Report every line below that has the string "highway" in it.
=== Begin Enclosure ===
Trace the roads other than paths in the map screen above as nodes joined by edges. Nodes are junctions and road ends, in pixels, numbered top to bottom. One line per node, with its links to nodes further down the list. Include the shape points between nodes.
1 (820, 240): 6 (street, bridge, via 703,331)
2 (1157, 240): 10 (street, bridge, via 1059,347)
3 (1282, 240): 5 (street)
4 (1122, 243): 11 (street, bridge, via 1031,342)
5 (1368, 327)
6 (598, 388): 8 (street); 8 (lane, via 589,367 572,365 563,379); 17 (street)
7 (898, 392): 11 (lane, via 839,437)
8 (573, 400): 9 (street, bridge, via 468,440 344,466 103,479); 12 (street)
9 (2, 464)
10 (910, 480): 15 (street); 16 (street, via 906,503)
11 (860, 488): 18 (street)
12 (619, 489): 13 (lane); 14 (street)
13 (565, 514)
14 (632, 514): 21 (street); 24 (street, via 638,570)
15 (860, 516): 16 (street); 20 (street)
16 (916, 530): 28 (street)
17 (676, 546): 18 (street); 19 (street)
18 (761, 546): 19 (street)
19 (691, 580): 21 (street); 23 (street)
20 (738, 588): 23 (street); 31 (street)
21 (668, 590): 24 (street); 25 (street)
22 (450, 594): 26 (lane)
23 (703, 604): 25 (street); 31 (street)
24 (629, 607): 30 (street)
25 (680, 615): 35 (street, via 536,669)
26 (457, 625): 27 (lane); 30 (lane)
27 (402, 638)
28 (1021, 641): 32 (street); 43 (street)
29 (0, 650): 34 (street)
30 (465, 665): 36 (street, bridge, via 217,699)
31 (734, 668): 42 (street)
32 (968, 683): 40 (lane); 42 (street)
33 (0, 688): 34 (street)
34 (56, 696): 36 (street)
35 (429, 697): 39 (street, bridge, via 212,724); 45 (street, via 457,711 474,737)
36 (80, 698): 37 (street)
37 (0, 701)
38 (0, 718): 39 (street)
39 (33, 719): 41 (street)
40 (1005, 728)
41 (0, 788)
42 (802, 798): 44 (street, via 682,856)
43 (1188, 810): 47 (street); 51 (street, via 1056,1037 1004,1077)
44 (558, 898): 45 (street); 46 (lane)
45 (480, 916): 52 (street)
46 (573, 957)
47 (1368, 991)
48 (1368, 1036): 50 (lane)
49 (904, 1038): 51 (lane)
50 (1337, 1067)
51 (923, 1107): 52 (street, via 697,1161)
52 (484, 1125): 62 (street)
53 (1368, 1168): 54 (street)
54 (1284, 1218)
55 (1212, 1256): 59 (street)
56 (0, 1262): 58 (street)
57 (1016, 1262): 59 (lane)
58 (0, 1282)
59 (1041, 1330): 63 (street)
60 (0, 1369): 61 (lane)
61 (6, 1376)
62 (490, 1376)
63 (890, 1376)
=== End Enclosure ===
=== Begin Enclosure ===
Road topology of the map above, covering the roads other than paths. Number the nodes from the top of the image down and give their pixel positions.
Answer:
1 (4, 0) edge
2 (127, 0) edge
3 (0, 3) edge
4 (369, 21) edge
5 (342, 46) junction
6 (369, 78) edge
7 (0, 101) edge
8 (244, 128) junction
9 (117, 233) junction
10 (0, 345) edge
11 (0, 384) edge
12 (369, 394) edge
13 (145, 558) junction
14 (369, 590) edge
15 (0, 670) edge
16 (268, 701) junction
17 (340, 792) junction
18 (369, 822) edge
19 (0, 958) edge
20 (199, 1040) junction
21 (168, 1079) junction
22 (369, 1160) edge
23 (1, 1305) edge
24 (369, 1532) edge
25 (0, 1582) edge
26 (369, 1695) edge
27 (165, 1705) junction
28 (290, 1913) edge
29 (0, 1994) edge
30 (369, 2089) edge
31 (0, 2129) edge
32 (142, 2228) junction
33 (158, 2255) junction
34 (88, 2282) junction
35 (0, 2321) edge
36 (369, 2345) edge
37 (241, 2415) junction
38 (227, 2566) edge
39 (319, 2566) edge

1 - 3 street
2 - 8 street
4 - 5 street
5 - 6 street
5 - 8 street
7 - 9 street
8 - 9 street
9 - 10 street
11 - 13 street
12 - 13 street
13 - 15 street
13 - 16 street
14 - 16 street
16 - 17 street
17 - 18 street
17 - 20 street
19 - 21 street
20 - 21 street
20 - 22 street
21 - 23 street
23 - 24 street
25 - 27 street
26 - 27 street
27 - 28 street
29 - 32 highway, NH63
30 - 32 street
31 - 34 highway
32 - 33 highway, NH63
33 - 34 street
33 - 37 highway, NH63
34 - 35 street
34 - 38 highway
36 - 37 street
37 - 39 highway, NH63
=== End Enclosure ===
## Output for this exercise
29 - 32 highway, NH63
31 - 34 highway
32 - 33 highway, NH63
33 - 37 highway, NH63
34 - 38 highway
37 - 39 highway, NH63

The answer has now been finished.